First, aim for sectoral sovereignty. No middle power can or should aim for full AI self‑sufficiency. The choice is not between building a national frontier lab and giving up entirely. The more realistic question is where dependence on foreign systems creates real vulnerability. For India, the stakes are obvious. Foreign platforms are training on Indian data at massive scale and increasingly mediate everything from payments to public services. In response, New Delhi has begun to treat AI in the same breath as the digital public infrastructure model: as a layer that needs to serve Indian languages, laws and citizens.
Australia and New Zealand face similar risks. Their exposure is not only about economic scale but also about the sectors where AI will be deployed. In Australia, for instance, a Senate scrutiny committee has raised concerns about regulations enabling AI and automated systems to make immigration and biosecurity decisions that were previously at ministers’ discretion, as part of a broader expansion of automated decision‑making across government services. Many Australian public systems are built on foreign cloud and AI providers subject to overseas laws, creating data‑sovereignty and accountability risks that domestic frameworks cannot fully control.
In New Zealand, too, algorithms guide work in sectors such as social development, policing and immigration through automated decision-making on some visa applications. Commentaries on Māori AI sovereignty also warn that many overseas AI models are controlled by foreign laws and trained on opaque, non‑local data, meaning systems imported from abroad may not produce fair or legally compliant outcomes in Aotearoa. In the critical infrastructure, simply plugging foreign‑built systems into local bureaucracies, trained on other countries’ data, assumptions and legal norms, imports foreign trade‑offs into the heart of domestic realities.

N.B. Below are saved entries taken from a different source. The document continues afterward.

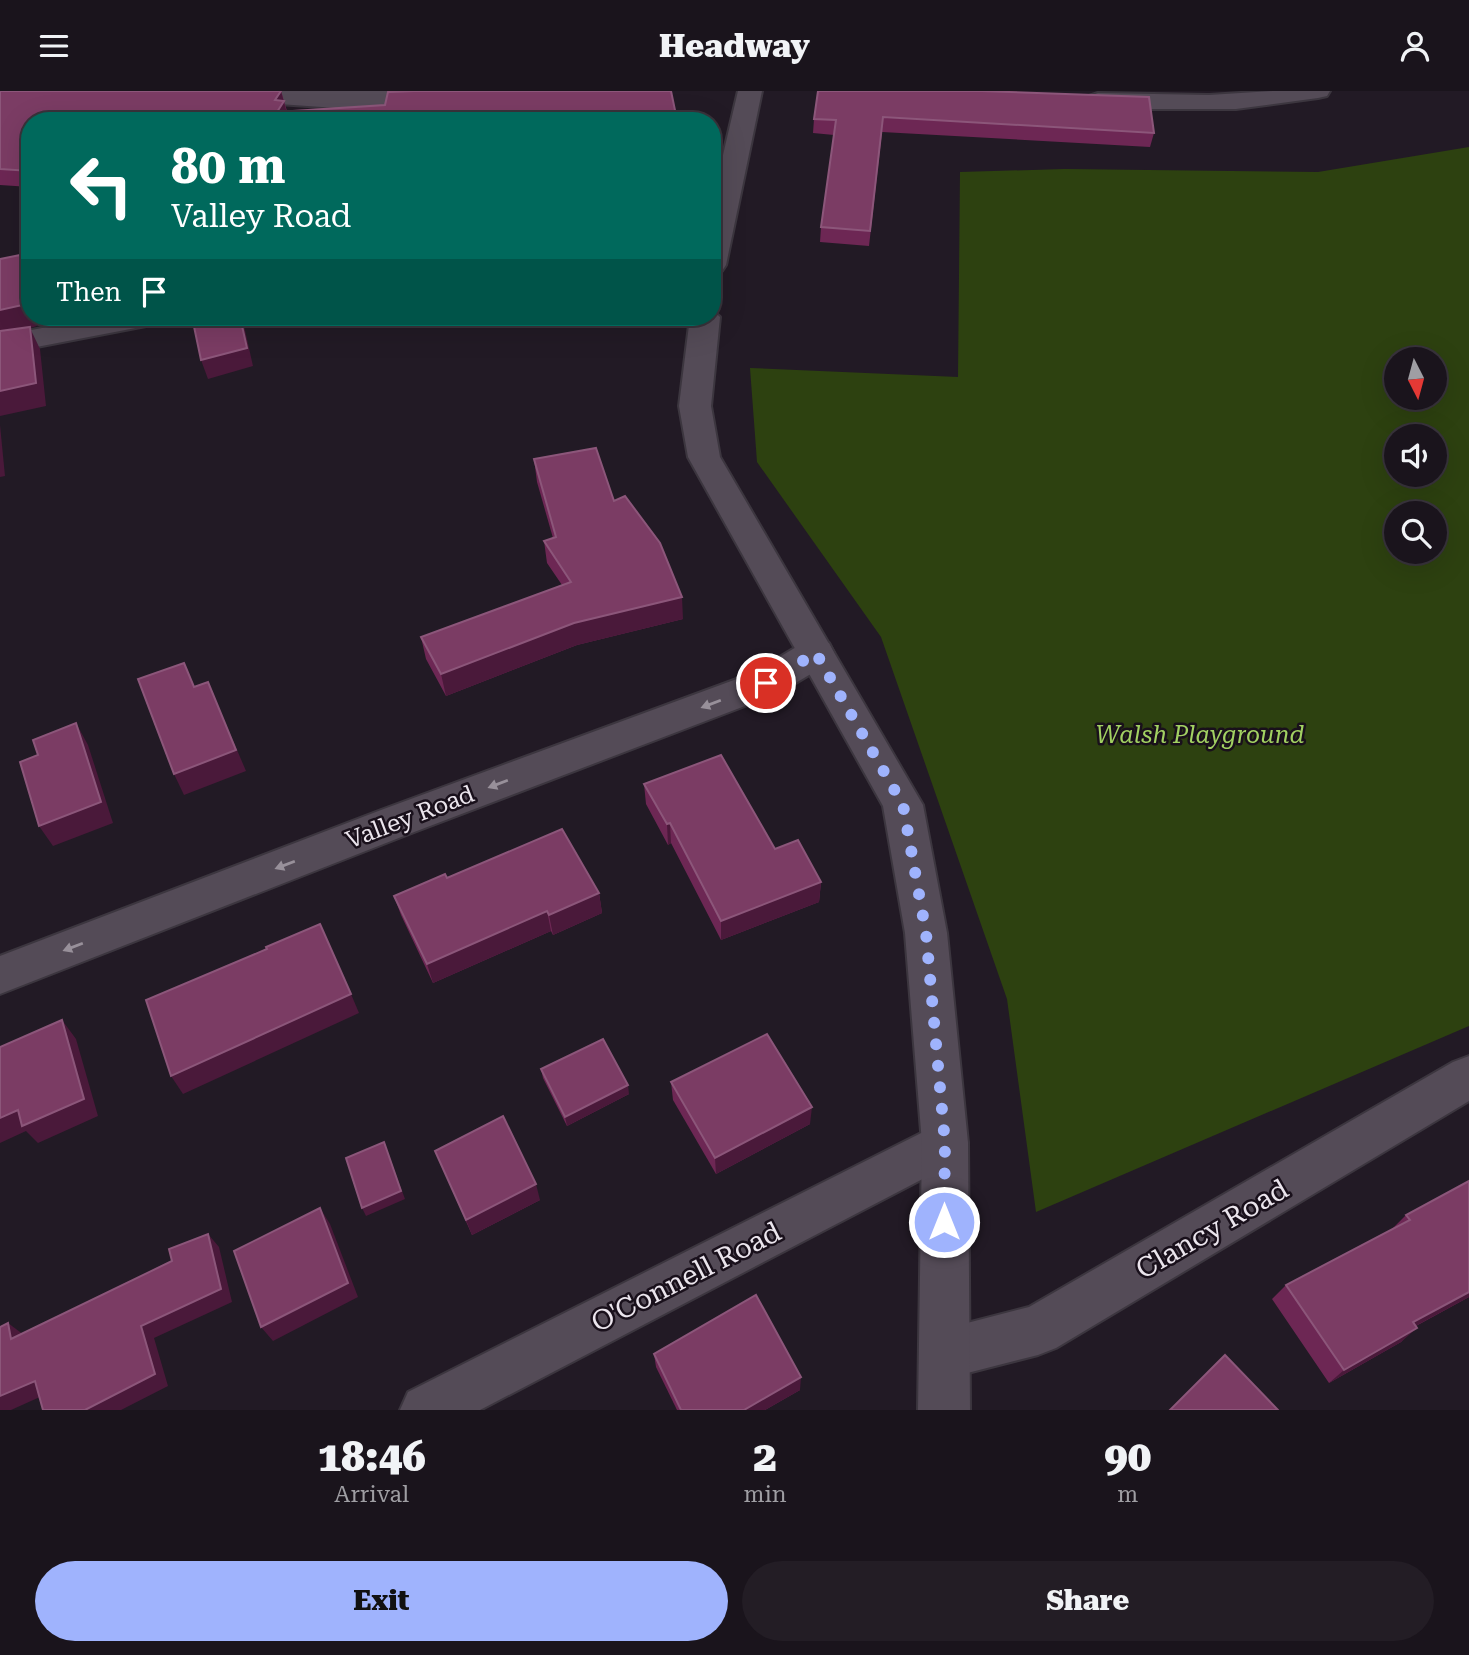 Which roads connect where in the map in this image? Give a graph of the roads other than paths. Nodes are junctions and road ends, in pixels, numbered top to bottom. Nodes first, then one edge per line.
1 (192, 91) edge
2 (750, 91) edge
3 (1318, 91) edge
4 (338, 96) edge
5 (460, 97) edge
6 (1186, 97) edge
7 (1076, 100) edge
8 (721, 223) edge
9 (99, 326) edge
10 (704, 326) edge
11 (0, 345) edge
12 (816, 653) junction
13 (0, 975) edge
14 (1469, 1077) edge
15 (945, 1143) junction
16 (944, 1354) junction
17 (426, 1410) edge
18 (944, 1410) edge

1 - 4 street
2 - 8 street
3 - 6 street
4 - 5 street
6 - 7 street
9 - 11 street
10 - 12 street
12 -> 13 street, Valley Road
12 - 15 street
14 - 16 street, Clancy Road
15 - 16 street
15 - 17 street, O'Connell Road
16 - 18 street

A proposed middle path could be to identify critical sectors and treat them as areas where domestic or regional control over data and models is non‑negotiable. That does not mean excluding foreign firms completely but rather implies key systems run under local jurisdiction and on infrastructure that can be scrutinized, constrained and potentially replaced.
Second, treating AI as a public good. One of India’s key contributions to the current global AI governance debate has been to treat digital infrastructure as a public good. The Aadhaar identity system and the UPI payment rail have been framed as shared infrastructure that private actors can build on, rather than as proprietary platforms owned by a handful of firms. AI is now being pulled into the same orbit, although India’s approach also shows the risks of this model: biometric failures have excluded people from welfare, and centralized identity data has raised serious concerns about surveillance, privacy and weak accountability for errors or breaches.

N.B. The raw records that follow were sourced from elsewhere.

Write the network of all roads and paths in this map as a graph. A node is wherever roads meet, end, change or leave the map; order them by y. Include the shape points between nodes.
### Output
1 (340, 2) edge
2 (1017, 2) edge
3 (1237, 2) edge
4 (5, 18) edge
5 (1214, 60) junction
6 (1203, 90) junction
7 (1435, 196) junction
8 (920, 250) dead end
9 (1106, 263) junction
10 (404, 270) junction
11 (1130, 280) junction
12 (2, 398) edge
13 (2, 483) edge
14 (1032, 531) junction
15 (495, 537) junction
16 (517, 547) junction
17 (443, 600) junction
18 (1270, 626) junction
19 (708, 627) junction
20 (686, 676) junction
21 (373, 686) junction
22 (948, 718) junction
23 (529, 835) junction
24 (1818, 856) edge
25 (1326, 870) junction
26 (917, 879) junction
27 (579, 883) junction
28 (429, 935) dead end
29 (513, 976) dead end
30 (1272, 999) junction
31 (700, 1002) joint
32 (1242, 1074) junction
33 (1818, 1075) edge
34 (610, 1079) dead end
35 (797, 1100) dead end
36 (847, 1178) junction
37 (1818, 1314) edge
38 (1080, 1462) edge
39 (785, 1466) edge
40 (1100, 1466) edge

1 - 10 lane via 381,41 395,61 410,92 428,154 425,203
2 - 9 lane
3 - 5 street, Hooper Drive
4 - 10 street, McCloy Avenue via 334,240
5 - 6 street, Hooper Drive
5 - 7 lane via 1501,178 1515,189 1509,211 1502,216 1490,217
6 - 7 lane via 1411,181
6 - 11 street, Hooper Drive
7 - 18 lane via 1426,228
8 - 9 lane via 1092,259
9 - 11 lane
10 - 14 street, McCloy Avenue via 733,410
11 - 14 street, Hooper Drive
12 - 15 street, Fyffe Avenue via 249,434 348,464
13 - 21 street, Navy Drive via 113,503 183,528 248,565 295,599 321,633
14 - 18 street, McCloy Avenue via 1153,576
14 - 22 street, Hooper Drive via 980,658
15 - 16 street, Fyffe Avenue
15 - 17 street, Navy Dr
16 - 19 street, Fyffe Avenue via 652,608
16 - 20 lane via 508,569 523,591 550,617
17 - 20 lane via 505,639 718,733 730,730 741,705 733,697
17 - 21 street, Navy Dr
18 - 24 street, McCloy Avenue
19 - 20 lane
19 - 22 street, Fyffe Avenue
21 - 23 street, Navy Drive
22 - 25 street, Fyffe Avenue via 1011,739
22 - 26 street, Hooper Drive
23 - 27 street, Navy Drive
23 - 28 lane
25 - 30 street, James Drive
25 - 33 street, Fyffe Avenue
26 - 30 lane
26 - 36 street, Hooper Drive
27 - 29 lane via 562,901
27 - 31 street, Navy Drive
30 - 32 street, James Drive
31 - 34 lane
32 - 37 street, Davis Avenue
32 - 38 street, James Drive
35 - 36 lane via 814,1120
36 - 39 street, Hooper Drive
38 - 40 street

For middle powers, the task is to adopt this model carefully, borrowing its public-good logic while avoiding its blind spots. If AI is going to underpin public services, it cannot be approached only as a series of software contracts. Some core capabilities, such as curated datasets and secure environments for sensitive public‑sector workloads, have to be treated as utilities.
Australia and New Zealand are well placed to do this at a modest scale. Both countries are investing in shared digital infrastructure and common cloud platforms within the public sector and have research institutions capable of training or adapting models for local use. Their private sectors will, if given the right incentives, help operate and build on public platforms. What is missing is a clear decision to treat at least some AI building blocks as part of a national commons rather than leaving them entirely to offshore providers.
Without that decision, Indigenous and the overall community interests will remain price‑takers in a market dominated by a few large foreign stacks. With it, middle powers gain something far more valuable than symbolic sovereign AI: bargaining power and the ability to say no to systems that do not meet local standards, enabling national advantage.
Third, governance grounded in data sovereignty and inclusion. There is another area where India and Oceania converge: resistance to a new wave of data colonialism. Whether it is Indian languages under‑represented in large models, or Māori and First Nations knowledge used to train datasets without consent, the pattern is familiar. Communities see their data extracted and reused in ways they cannot see, challenge or benefit from.
The response in Oceania, too, is to push for robust Indigenous data sovereignty — the idea that Indigenous peoples should have collective authority over how data about them is collected, stored and used. These ideas are nascently finding their way into AI debates, through ethics frameworks, sector guidelines and research partnerships. They point towards establishing a model of AI governance that treats local communities as co‑owners and co‑designers of systems.
Like the Global South, for middle powers too, the takeaway is clear: sovereign AI and inclusion can be turned into national advantage. Governments should start by identifying a small set of shared AI components, such as key datasets, base models and core software tools, that are too important to be left entirely to AI providers. These components can then be funded and governed as digital public goods, with open, auditable rules and oversight in the public interest. Countries that protect communities from harm and ensure these shared systems reflect local contexts will be better placed to attract responsible innovation, export their standards and build trust at home and abroad.